A coupe is generally thought of as a closed-body style, 2-door car, often sporty in nature. A coupe generally has either 2 seats, or 4 seats placed in a 2+2 configuration, meaning that there are only 2 seats in the rear (as opposed to the standard 3,) and those seats are smaller than average. To comfortably sit in a 2+2-style rear seat, you must either be a small child, or an adult who happens to be missing your legs.
Technically, a coupe is defined as a fixed-top car with less than 33 cubic feet of rear interior volume. Typically a car with less than 33 cubic feet of rear interior volume has only two doors, hence the common practice of associating two doors with the term “coupe.” However, there are plenty of vehicles out there which have only two doors but more than 33 cubic feet in the rear. These cars, while their manufacturers may call them coupes, are technically two-door sedans. A few examples of two-door sedans are the Ferrari 612 Scaglietti, Mercedes CL-Class, Chevy Monte Carlo, and surprisingly, the Mazda RX-8 (although that’s a bit of a different story.)
What is a Sedan?
We generally associate sedans with larger, 4-door, closed-roof cars that can comfortably sit 4 or 5. A good way to recognize a sedan is by its fixed B-pillar between the front and rear windows.

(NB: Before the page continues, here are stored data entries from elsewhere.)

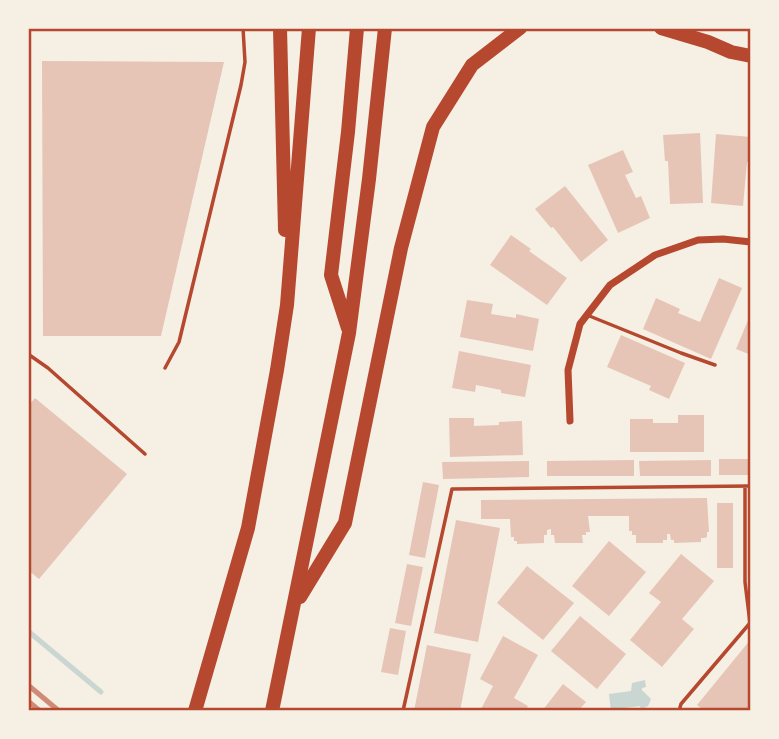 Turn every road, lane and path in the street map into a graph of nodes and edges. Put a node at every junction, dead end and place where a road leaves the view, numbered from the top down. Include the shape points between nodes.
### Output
1 (243, 28) edge
2 (280, 28) edge
3 (309, 28) edge
4 (357, 28) edge
5 (385, 28) edge
6 (520, 28) edge
7 (661, 28) edge
8 (751, 56) edge
9 (751, 242) edge
10 (287, 305) junction
11 (586, 315) junction
12 (349, 333) junction
13 (28, 354) edge
14 (715, 365) dead end
15 (165, 368) dead end
16 (570, 421) dead end
17 (145, 454) dead end
18 (745, 486) junction
19 (751, 486) edge
20 (294, 607) junction
21 (751, 622) edge
22 (195, 711) edge
23 (272, 711) edge
24 (403, 711) edge
25 (679, 711) edge

1 - 15 lane via 241,85 180,342
2 - 10 highway
3 - 10 highway
4 - 12 highway via 331,275
5 - 12 highway
6 - 20 highway via 472,65 433,127 401,248 345,523
7 - 8 highway
9 - 11 street via 698,240 655,255 610,285
10 - 22 highway via 247,528
11 - 14 lane
11 - 16 street via 568,370
12 - 20 highway
13 - 17 lane
18 - 19 lane
18 - 21 lane via 745,582
18 - 24 lane via 452,489
20 - 23 highway
21 - 25 lane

Alternatively to a coupe, a sedan is technically defined as any closed-roof car with greater than or equal to 33 cubic feet of rear interior volume. This makes me wonder if the recent self-defined “four-door coupes” are actually coupes by definition. This includes the Lamborghini Estoque, the Aston Martin Rapide, and the awkward Porsche Panamera. I’m having a problem understanding the purpose of a four-door coupe. If it has such a small rear interior volume, what’s the benefit of it having four doors? If you want a sports car that still has two seats in the back, do it right and a get a 2-door coupe in a 2+2 configuration. If you want a family-hauler, get a sports sedan.
Alright, so we know the technical difference between a coupe and a sedan. Now what? I’m still going to call a 2-door car “coupe,” and a 4-door car a “sedan.” No need for this confusing technical differences. We need to ignore the marketing BS being used. Even though the term “four-door coupe” is technically correct, it’s stupid.